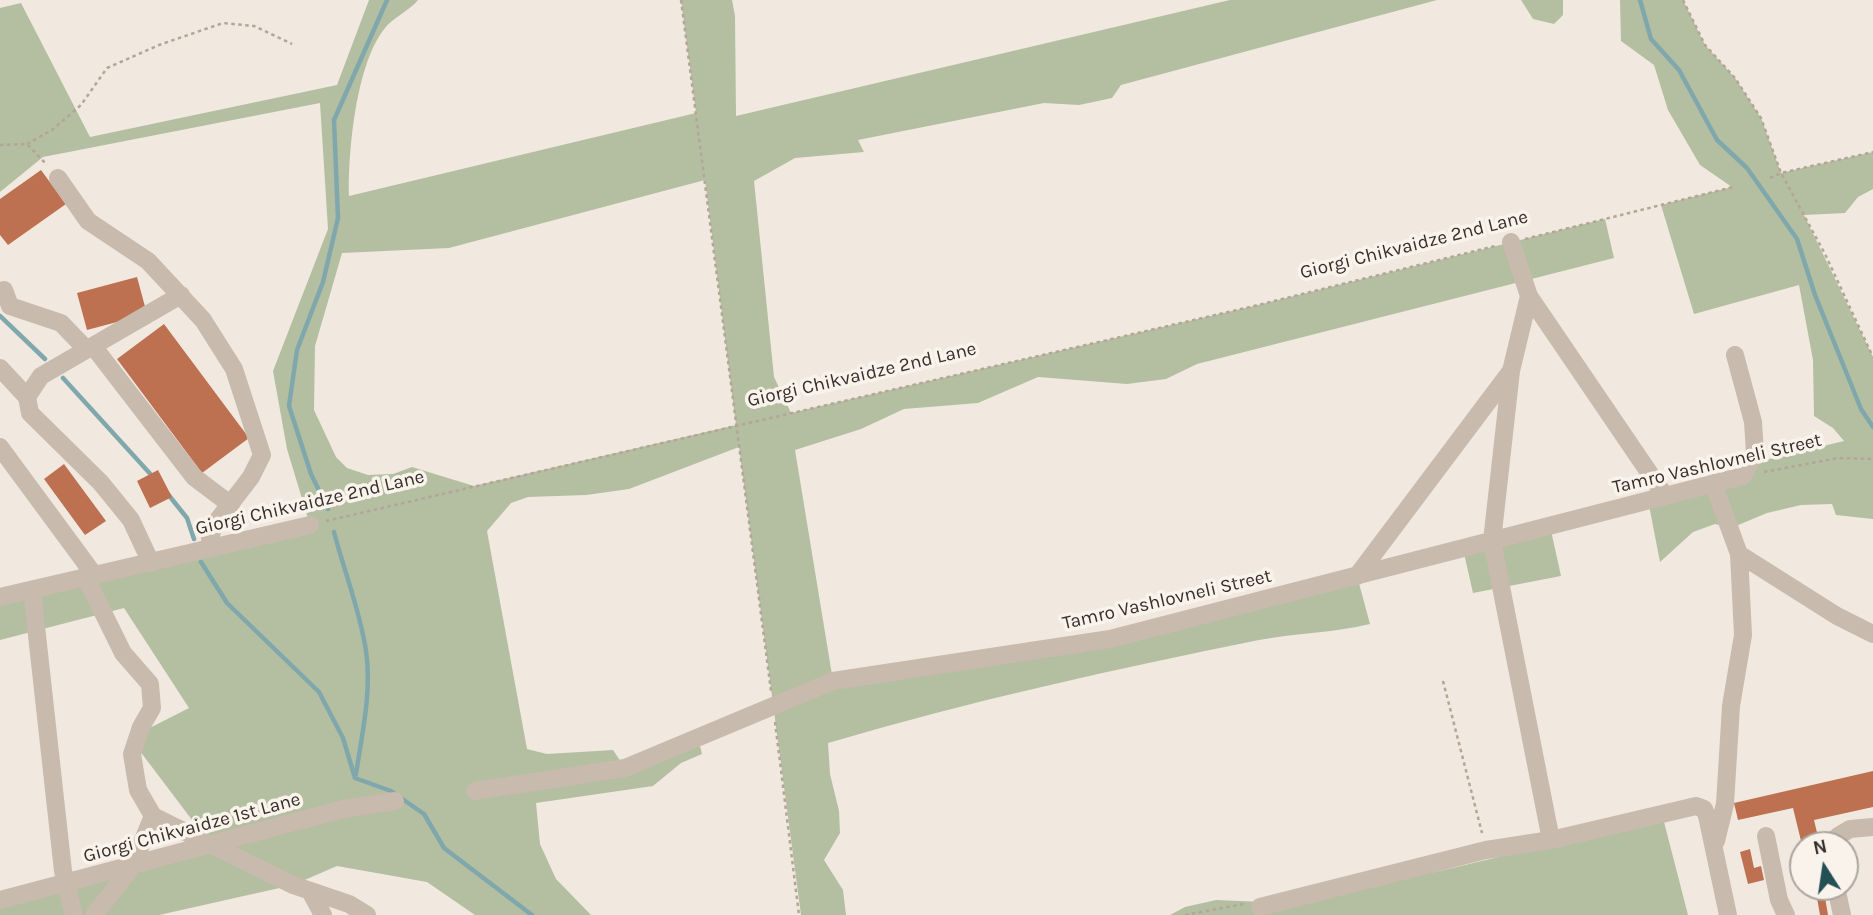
<!DOCTYPE html>
<html>
<head>
<meta charset="utf-8">
<style>
	body { margin:0 }
	#map { position:relative; width:1873px; height:915px; overflow:hidden; background:#f1e9df; font-family:Karla,sans-serif }
	canvas { display:block }
	.north { position:absolute; left:1789px; top:831px; width:70px; height:70px; box-sizing:border-box; background:#f9f3eb; border:2px solid #aba59e; border-radius:50%; rotate:348deg; font-size:19px; font-weight:700; line-height:28px; text-align:center; color:#372f2a }
	.north::after { content:''; display:block; margin:auto; width:24px; height:32px; background:#234f55; clip-path:polygon(50% 0,100% 100%,50% 72%,0 100%) }
</style>
</head>
<body>
<div id="map">
<canvas width="1873" height="915"></canvas>
<div class="north">N</div>
</div>
<script>
const context = document.querySelector('canvas').getContext('2d');
context.lineJoin = 'round';
function paint(path, color) { context.fillStyle = color; context.fill(path, 'evenodd'); }
function strokePath(path, color, width, dash) { context.strokeStyle = color; context.lineWidth = width; context.lineCap = dash ? 'butt' : 'round'; context.setLineDash(dash || []); context.stroke(path); }
function drawText(font, color, halo, rows, align = 'center') {
  context.font = font + ' Karla,sans-serif'; context.lineWidth = 7; context.setLineDash([]); context.textBaseline = 'middle'; context.strokeStyle = halo; context.fillStyle = color; for (const [text, x, y, turn = 0] of rows) {
    context.save(); context.translate(x, y); context.rotate((+turn || 0) * Math.PI / 180); context.textAlign = isNaN(turn) ? turn : align; if (halo) context.strokeText(text, 0, 0); context.fillText(text, 0, 0); context.restore();
  }
}
const green = new Path2D(`
	M369 0H418C409 11 394 17 385 28 356 63 348 152 349 196L696 113 681 0H732L735 16 736 116 1230 0H1437L1121 85 1112 98 1079 105 1044 103 858 140 864 152 795 158 754 181 774 377 791 413 1254 306 1605 219 1614 258 1197 364 1166 379 1127 384 1038 377 978 403 904 409 861 429 795 450 833 681 1110 639 1357 576 1370 624C1333 633 1296 633 1259 640 1115 669 970 701 828 743L830 774 839 811 840 833 824 860 843 890 846 915H801L739 447 629 489 586 495 528 497 511 503 487 531 527 749 547 754 613 750 625 768 698 738 702 754 681 763 653 786 536 803 540 844 556 879 591 915H475L427 882 337 866 293 885 159 915H0V900L211 845 130 738 189 708 124 608 0 640V597L310 525 287 449 273 371 328 229 320 103 43 157 0 192V8L21 3 90 137 337 85ZM705 180 736 425 474 486 412 467 393 474 368 475 347 468 336 457 314 410 315 346 342 253 449 248Z
	M1521 0H1563V15L1554 24 1533 19Z
	M1620 0H1683L1705 45 1735 78 1761 118 1781 173 1873 152V189L1858 197 1845 213 1804 215 1873 357V519L1836 515 1832 504 1801 505 1767 513 1731 528 1715 524 1693 532 1660 562 1648 500 1743 476 1761 461 1844 441 1833 428 1814 416 1813 360 1799 285 1694 314 1661 205 1732 187 1700 165 1668 110 1654 65 1621 41Z
	M1550 526 1561 576 1473 593 1463 549Z
	M1663 818 1688 915H1170L1185 907 1216 900 1287 903 1444 870Z`);
const stream = new Path2D(`
	M1640 0 1651 39 1679 70 1717 140 1747 168 1797 239 1815 295 1861 409 1873 427
	M0 316 45 359
	M63 378 154 478
	M167 493 187 518 194 539
	M328 509 311 474 289 406 297 350 323 282 338 218 334 120 387 0
	M334 532C344 571 360 610 366 651 372 691 362 734 356 774
	M201 562 227 603 319 692 343 738 355 778 391 791 424 814 444 848 532 915`);
const building = new Path2D(`
	M41 170 66 204 8 245 0 235V199Z
	M137 277 147 314 87 330 77 293Z
	M164 324 249 438 202 473 117 359Z
	M64 464 106 521 85 535 44 479Z
	M158 470 172 497 150 508 137 481Z
	M1873 771V807L1814 820 1820 845H1802L1793 808 1738 820 1734 803Z
	M1750 849 1754 868 1761 866 1764 880 1748 884 1740 852Z
	M1825 897 1828 915H1820L1817 898Z`);
const path = new Path2D(`
	M681 0 771 691
	M1683 0 1705 45 1735 78 1761 118 1781 173 1873 152
	M27 144 52 130 81 105 107 68 159 45 223 23 254 26 292 44
	M0 145 27 144 47 165
	M1770 178 1781 173 1825 254 1873 357
	M1525 239 1733 187
	M1764 472 1838 458 1873 459
	M326 521 1254 306 1495 246
	M1443 681 1482 833
	M775 722 799 915
	M1185 915 1244 904`);
const minor = new Path2D(`
	M58 178 88 221 148 261 203 320 234 369 262 455 251 477 214 525 210 538 212 548
	M1511 242 1529 296 1665 496
	M4 290 10 306 61 323 86 349
	M1529 296 1511 371 1492 541 1551 840
	M93 346 194 477 231 505
	M0 368 27 397 30 413 101 483 131 520 151 563
	M27 397 41 376 181 295
	M0 447 95 576
	M1713 483 1739 554 1743 635 1731 706 1725 804 1716 841
	M1739 554 1837 616 1873 634
	M1357 576 1511 371
	M86 578 123 653 150 684 152 708 141 727 132 754 138 790 153 816 293 885 349 904 367 915
	M32 590 63 871 74 915
	M0 597 310 525
	M475 791 625 768 833 681 1110 639 1743 476 1755 453 1753 422 1735 355
	M1766 836 1779 900 1786 915
	M1836 845 1838 836 1850 829 1873 827
	M1836 887 1842 915
	M310 891 323 915
	M0 900 343 809 395 801
	M1260 907 1486 850 1551 840 1696 806 1704 809 1707 816 1728 915
	M94 915 132 867 153 816`);
const streetNames = [
	["Giorgi Chikvaidze 2nd Lane",1414,245,-14],
	["Giorgi Chikvaidze 2nd Lane",862,375,-13],
	["Tamro Vashlovneli Street",1717,464,-13],
	["Giorgi Chikvaidze 2nd Lane",310,503,-13],
	["Tamro Vashlovneli Street",1167,600,-13],
	["Giorgi Chikvaidze 1st Lane",192,828,-15]
];
paint(green, '#b3bfa0');
strokePath(stream, '#80a8ac', 4.5);
paint(building, '#bd7151');
strokePath(path, '#b4a596', 2.5, [3.5, 3.5]);
strokePath(minor, '#c8baac', 18);
drawText('19px', '#372f2a', '#f9f3eb', streetNames);
</script>
</body>
</html>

● INSTRUCTIONS FOR THE TASK
Repeat the listing above up to and including the line with "const green = new", starting from its first line. Drop any pictures.

● SOLUTION FOR THIS EXERCISE
<!DOCTYPE html>
<html>
<head>
<meta charset="utf-8">
<style>
	body { margin:0 }
	#map { position:relative; width:1873px; height:915px; overflow:hidden; background:#f1e9df; font-family:Karla,sans-serif }
	canvas { display:block }
	.north { position:absolute; left:1789px; top:831px; width:70px; height:70px; box-sizing:border-box; background:#f9f3eb; border:2px solid #aba59e; border-radius:50%; rotate:348deg; font-size:19px; font-weight:700; line-height:28px; text-align:center; color:#372f2a }
	.north::after { content:''; display:block; margin:auto; width:24px; height:32px; background:#234f55; clip-path:polygon(50% 0,100% 100%,50% 72%,0 100%) }
</style>
</head>
<body>
<div id="map">
<canvas width="1873" height="915"></canvas>
<div class="north">N</div>
</div>
<script>
const context = document.querySelector('canvas').getContext('2d');
context.lineJoin = 'round';
function paint(path, color) { context.fillStyle = color; context.fill(path, 'evenodd'); }
function strokePath(path, color, width, dash) { context.strokeStyle = color; context.lineWidth = width; context.lineCap = dash ? 'butt' : 'round'; context.setLineDash(dash || []); context.stroke(path); }
function drawText(font, color, halo, rows, align = 'center') {
  context.font = font + ' Karla,sans-serif'; context.lineWidth = 7; context.setLineDash([]); context.textBaseline = 'middle'; context.strokeStyle = halo; context.fillStyle = color; for (const [text, x, y, turn = 0] of rows) {
    context.save(); context.translate(x, y); context.rotate((+turn || 0) * Math.PI / 180); context.textAlign = isNaN(turn) ? turn : align; if (halo) context.strokeText(text, 0, 0); context.fillText(text, 0, 0); context.restore();
  }
}
const green = new Path2D(`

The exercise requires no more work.